For each line of the material, check for the string "Schulgasse"; then state how many lines had it, giving only the number.
======== Data for review ========
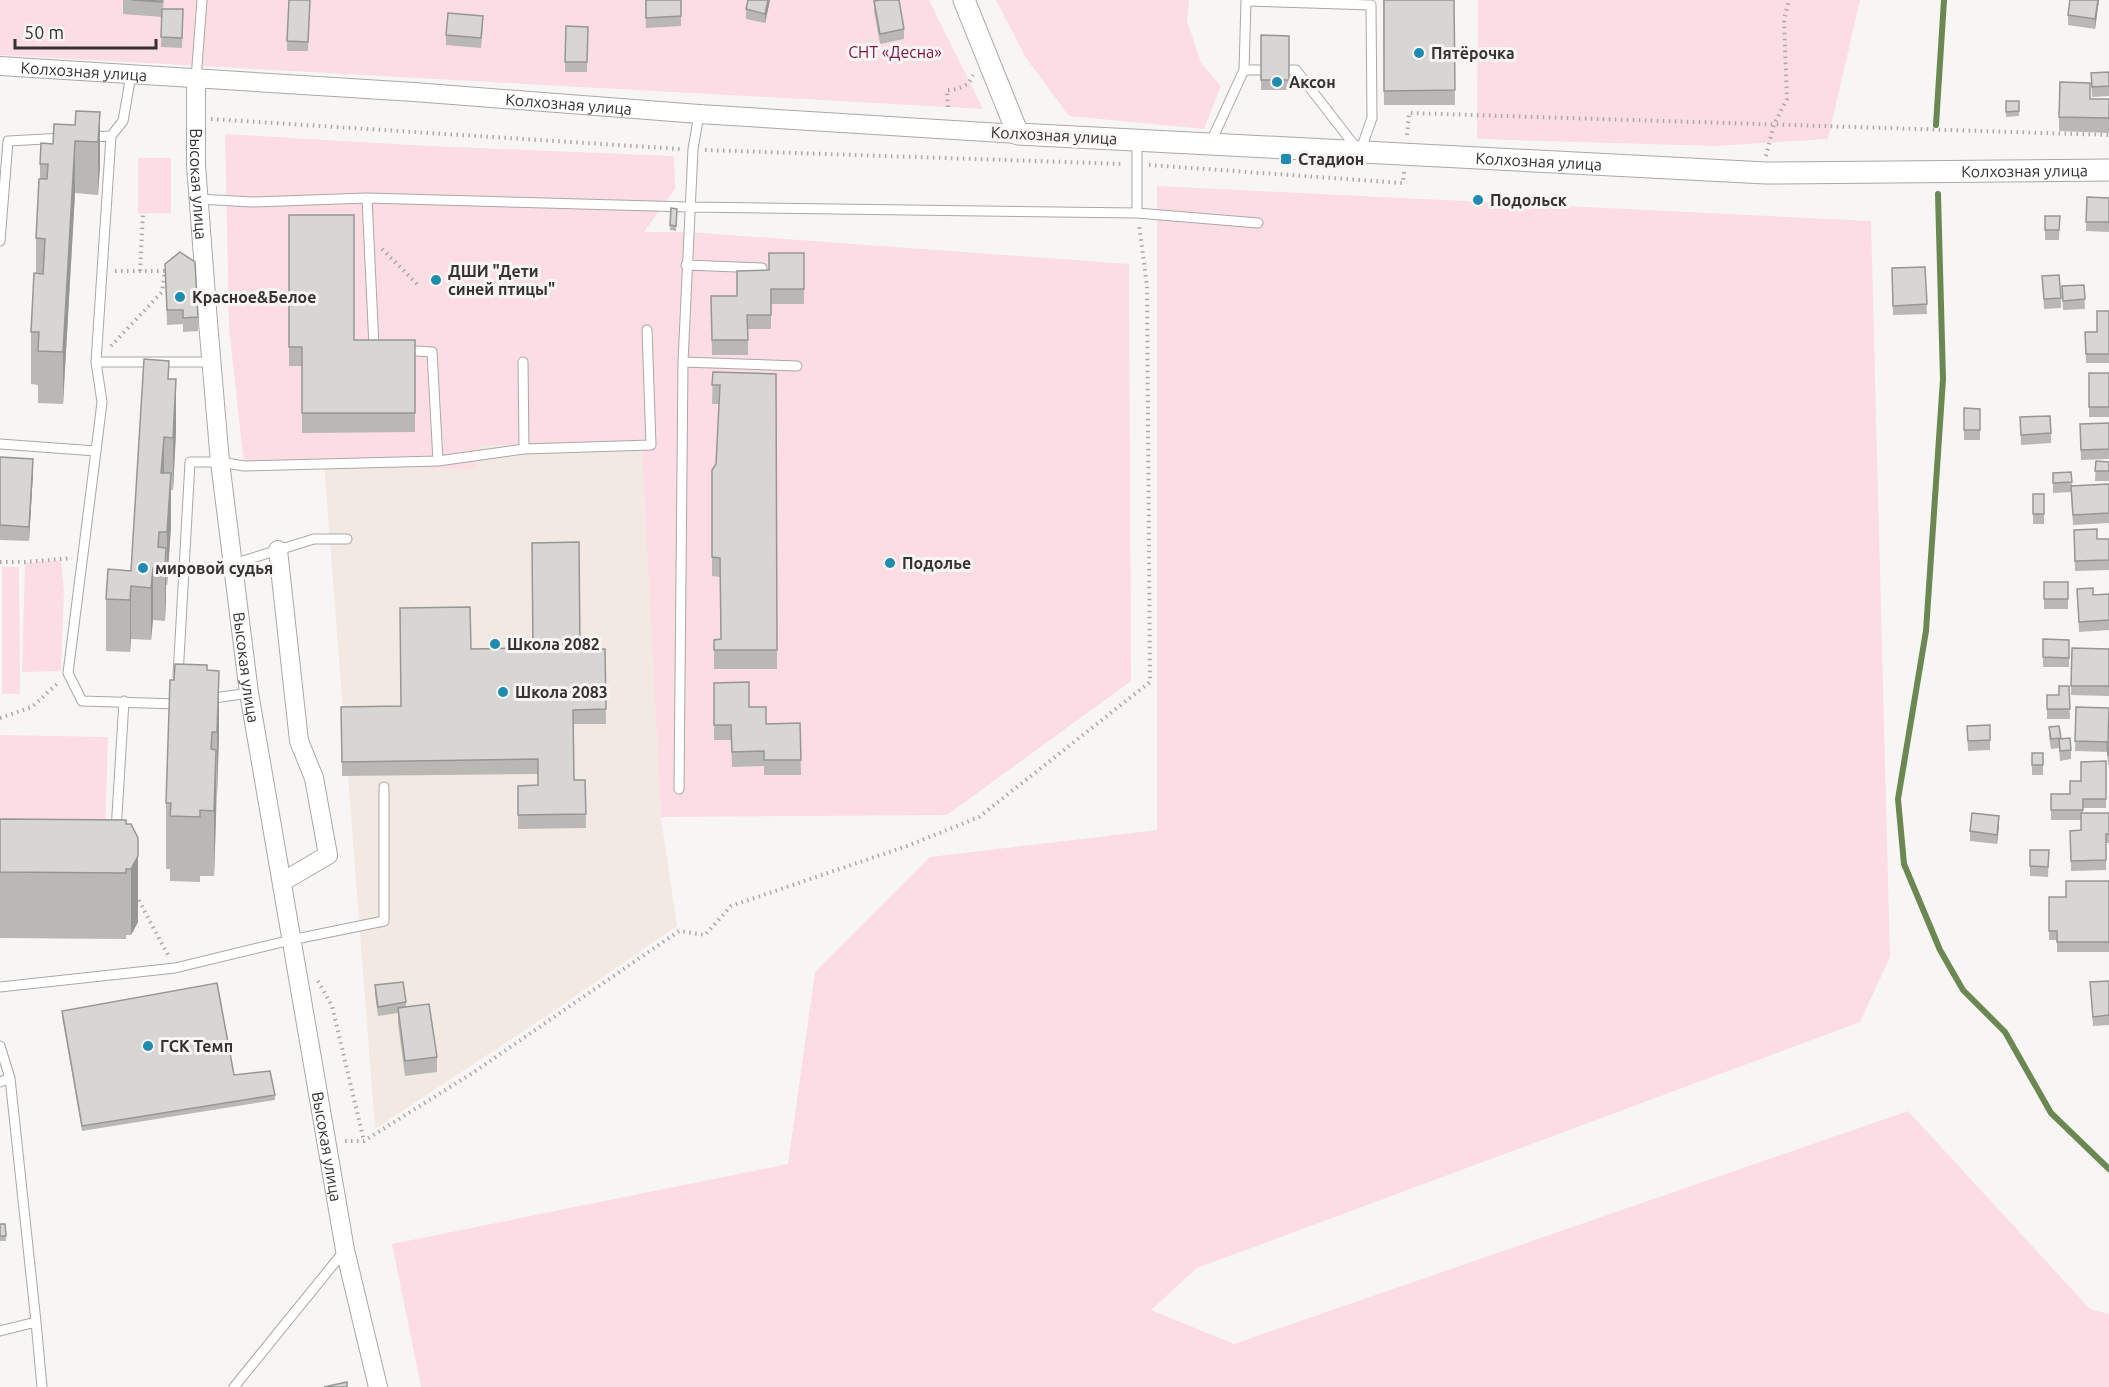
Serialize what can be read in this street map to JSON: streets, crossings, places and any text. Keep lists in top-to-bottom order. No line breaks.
{"streets":{"street":["Колхозная улица","Высокая улица"]},"crossings":[["Колхозная улица","Высокая улица"]],"parks":["СНТ «Десна»"],"places":{"other":["Пятёрочка","Аксон","Подольск","ДШИ \"Дети синей птицы\"","Красное&Белое","Подолье","мировой судья","Школа 2082","Школа 2083","ГСК Темп"],"transit":["Стадион"]},"scale_bar":"50 m"}
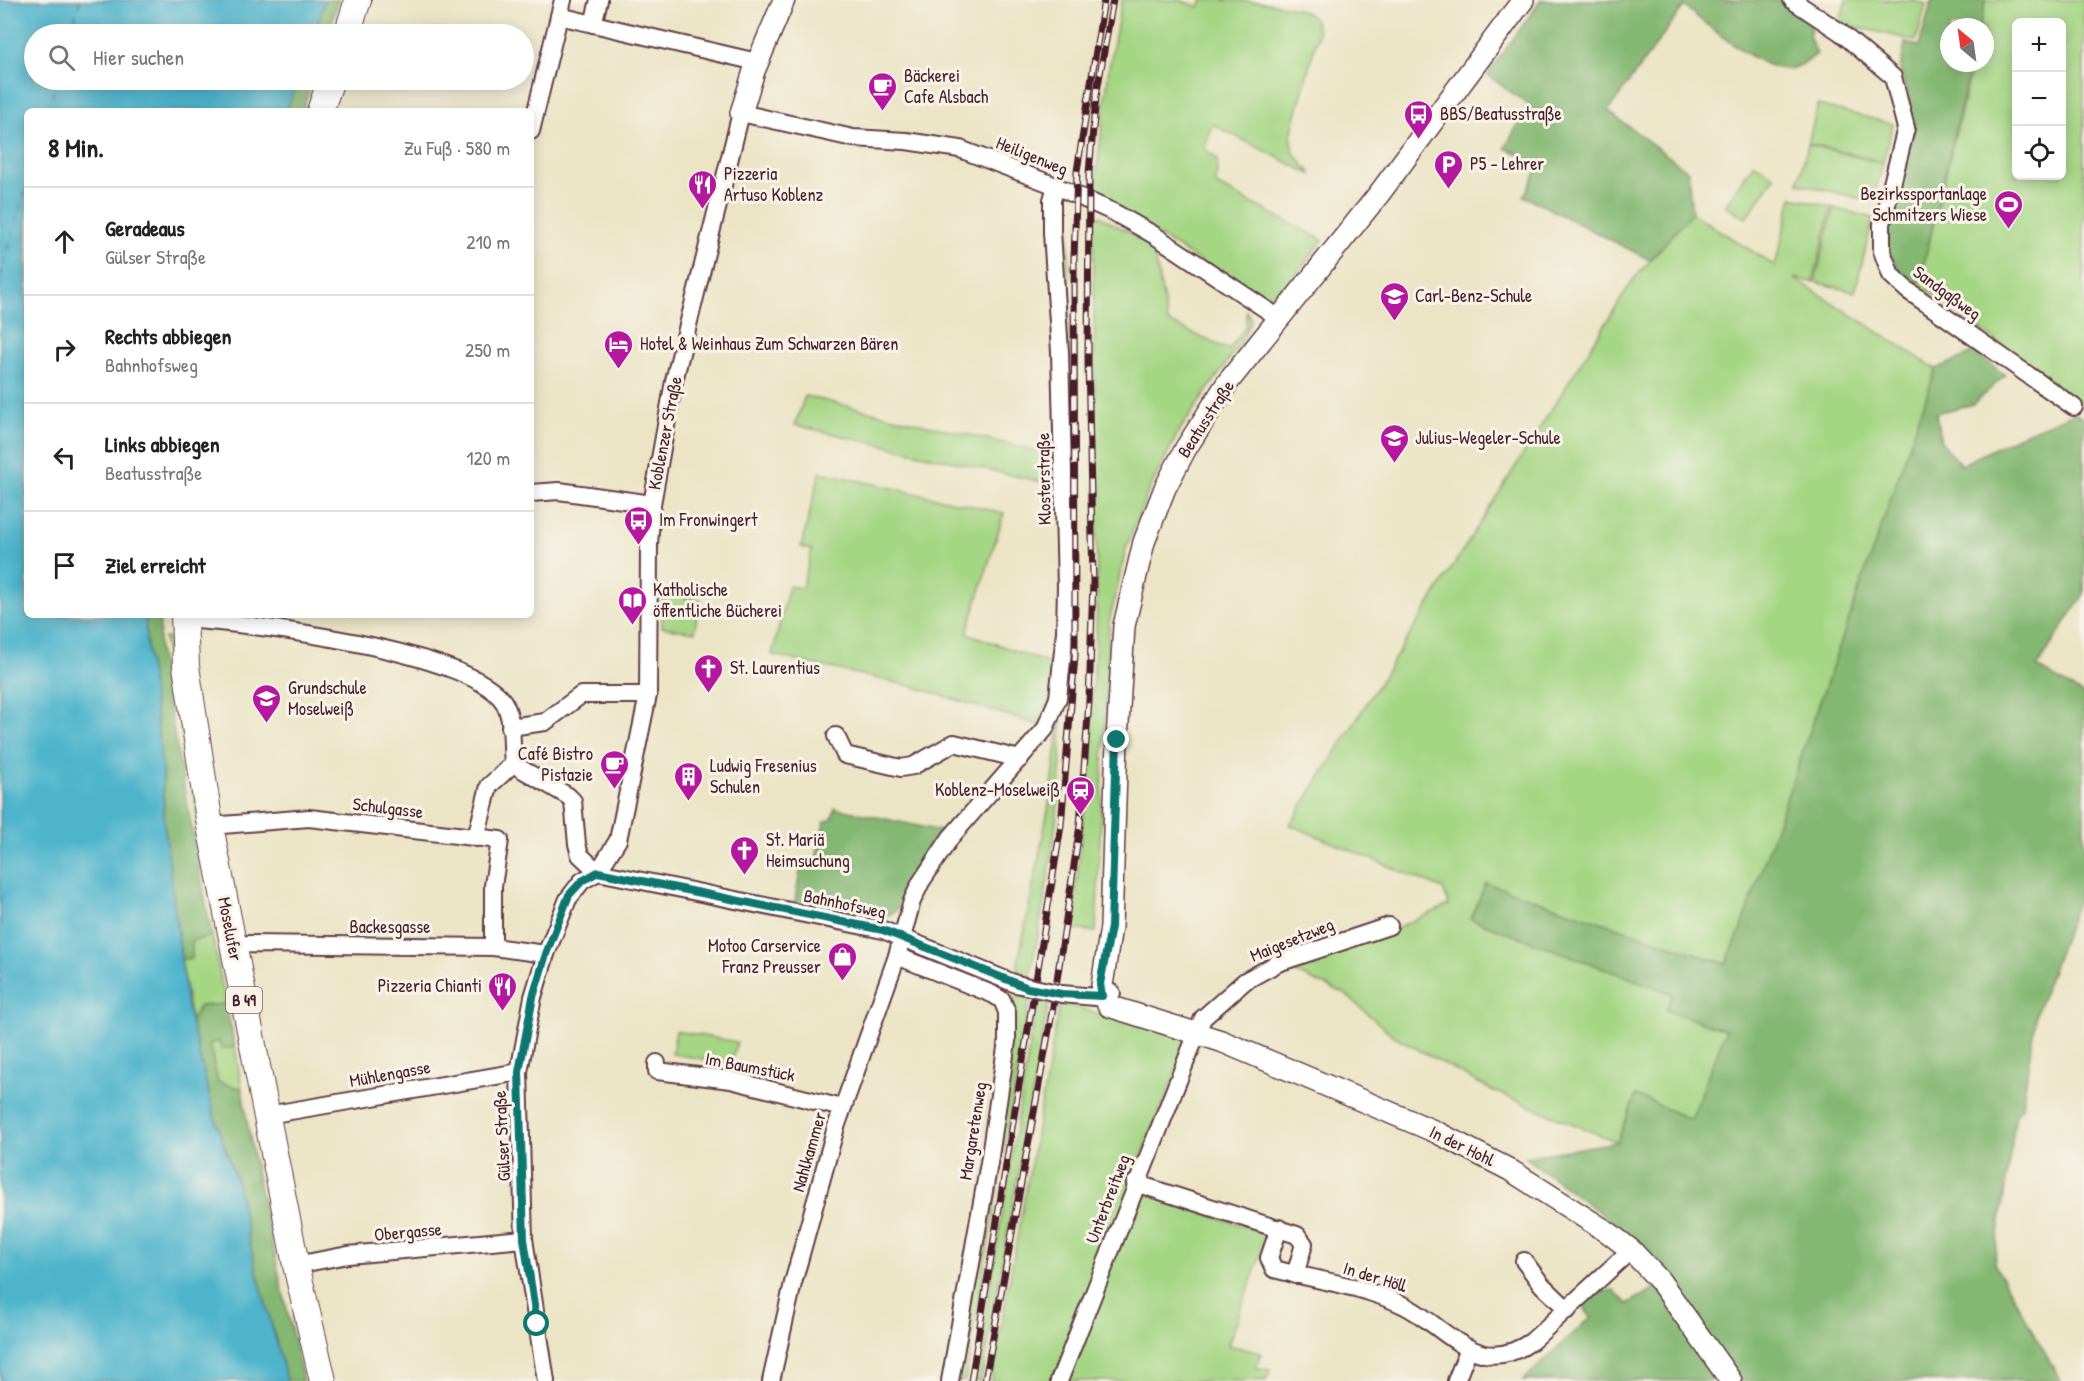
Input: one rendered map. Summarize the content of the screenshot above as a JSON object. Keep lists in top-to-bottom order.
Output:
{
  "streets": {
    "main road": ["Moselufer", "B 49"],
    "street": [
      "Heiligenweg",
      "Sandgaßweg",
      "Beatusstraße",
      "Koblenzer Straße",
      "Klosterstraße",
      "Schulgasse",
      "Bahnhofsweg",
      "Backesgasse",
      "Maigesetzweg",
      "Im Baumstück",
      "Mühlengasse",
      "Margaretenweg",
      "Gülser Straße",
      "In der Hohl",
      "Nahlkammer",
      "Unterbreitweg",
      "Obergasse",
      "In der Höll"
    ]
  },
  "crossings": [
    ["Heiligenweg", "Beatusstraße"],
    ["Heiligenweg", "Koblenzer Straße"],
    ["Heiligenweg", "Klosterstraße"],
    ["Beatusstraße", "Bahnhofsweg"],
    ["Beatusstraße", "In der Hohl"],
    ["Koblenzer Straße", "Bahnhofsweg"],
    ["Koblenzer Straße", "Gülser Straße"],
    ["Klosterstraße", "Bahnhofsweg"],
    ["Klosterstraße", "Nahlkammer"],
    ["Schulgasse", "Backesgasse"],
    ["Schulgasse", "Moselufer"],
    ["Bahnhofsweg", "Gülser Straße"],
    ["Bahnhofsweg", "In der Hohl"],
    ["Bahnhofsweg", "Nahlkammer"],
    ["Backesgasse", "Moselufer"],
    ["Backesgasse", "Gülser Straße"],
    ["Moselufer", "Mühlengasse"],
    ["Moselufer", "Obergasse"],
    ["Maigesetzweg", "In der Hohl"],
    ["Maigesetzweg", "Unterbreitweg"],
    ["Im Baumstück", "Nahlkammer"],
    ["Mühlengasse", "Gülser Straße"],
    ["Margaretenweg", "Nahlkammer"],
    ["Gülser Straße", "Obergasse"],
    ["In der Hohl", "Unterbreitweg"],
    ["In der Hohl", "In der Höll"]
  ],
  "places": {
    "cafe": ["Bäckerei Cafe Alsbach", "Café Bistro Pistazie"],
    "bus stop": ["BBS/Beatusstraße", "Im Fronwingert"],
    "parking": ["P5 - Lehrer"],
    "restaurant": ["Pizzeria Artuso Koblenz", "Pizzeria Chianti"],
    "sports": ["Bezirkssportanlage Schmitzers Wiese"],
    "school or university": ["Carl-Benz-Schule", "Julius-Wegeler-Schule", "Grundschule Moselweiß"],
    "hotel": ["Hotel & Weinhaus Zum Schwarzen Bären"],
    "library": ["Katholische öffentliche Bücherei"],
    "church": ["St. Laurentius", "St. Mariä Heimsuchung"],
    "building": ["Ludwig Fresenius Schulen"],
    "station": ["Koblenz-Moselweiß"],
    "shop": ["Motoo Carservice Franz Preusser"]
  },
  "north": "top left",
  "page": {
    "map_buttons": ["+", "−"],
    "search": "Hier suchen",
    "heading": ["8 Min.", "Zu Fuß · 580 m"],
    "list": [
      ["Geradeaus", "Gülser Straße", "210 m"],
      ["Rechts abbiegen", "Bahnhofsweg", "250 m"],
      ["Links abbiegen", "Beatusstraße", "120 m"],
      "Ziel erreicht"
    ]
  }
}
========
### Reply to the task
3